[Start of Attachment]

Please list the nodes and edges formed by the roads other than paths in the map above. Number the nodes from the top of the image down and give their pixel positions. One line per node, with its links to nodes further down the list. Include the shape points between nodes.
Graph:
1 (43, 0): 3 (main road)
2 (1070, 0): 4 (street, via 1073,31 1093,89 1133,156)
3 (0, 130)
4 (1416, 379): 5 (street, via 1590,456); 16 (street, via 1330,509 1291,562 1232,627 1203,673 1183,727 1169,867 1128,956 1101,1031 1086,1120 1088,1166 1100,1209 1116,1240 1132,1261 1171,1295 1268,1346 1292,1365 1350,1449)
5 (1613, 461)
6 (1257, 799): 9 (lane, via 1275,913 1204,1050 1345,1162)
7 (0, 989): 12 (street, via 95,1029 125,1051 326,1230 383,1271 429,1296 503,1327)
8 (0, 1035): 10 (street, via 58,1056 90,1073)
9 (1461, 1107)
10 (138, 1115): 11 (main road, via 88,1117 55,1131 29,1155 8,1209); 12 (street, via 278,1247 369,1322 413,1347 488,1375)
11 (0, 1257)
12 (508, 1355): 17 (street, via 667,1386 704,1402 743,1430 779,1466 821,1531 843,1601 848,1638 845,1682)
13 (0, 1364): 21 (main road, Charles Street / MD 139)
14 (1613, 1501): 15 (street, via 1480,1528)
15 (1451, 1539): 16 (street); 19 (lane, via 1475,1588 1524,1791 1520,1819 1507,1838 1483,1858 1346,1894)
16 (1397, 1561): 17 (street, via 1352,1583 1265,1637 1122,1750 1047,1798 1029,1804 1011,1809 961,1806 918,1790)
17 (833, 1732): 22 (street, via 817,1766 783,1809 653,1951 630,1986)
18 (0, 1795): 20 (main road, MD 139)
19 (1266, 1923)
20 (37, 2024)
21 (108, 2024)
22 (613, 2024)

[End of Attachment]

What the task asks — Copy out each line of the entries above that holds "lane".

Task output —
6 (1257, 799): 9 (lane, via 1275,913 1204,1050 1345,1162)
15 (1451, 1539): 16 (street); 19 (lane, via 1475,1588 1524,1791 1520,1819 1507,1838 1483,1858 1346,1894)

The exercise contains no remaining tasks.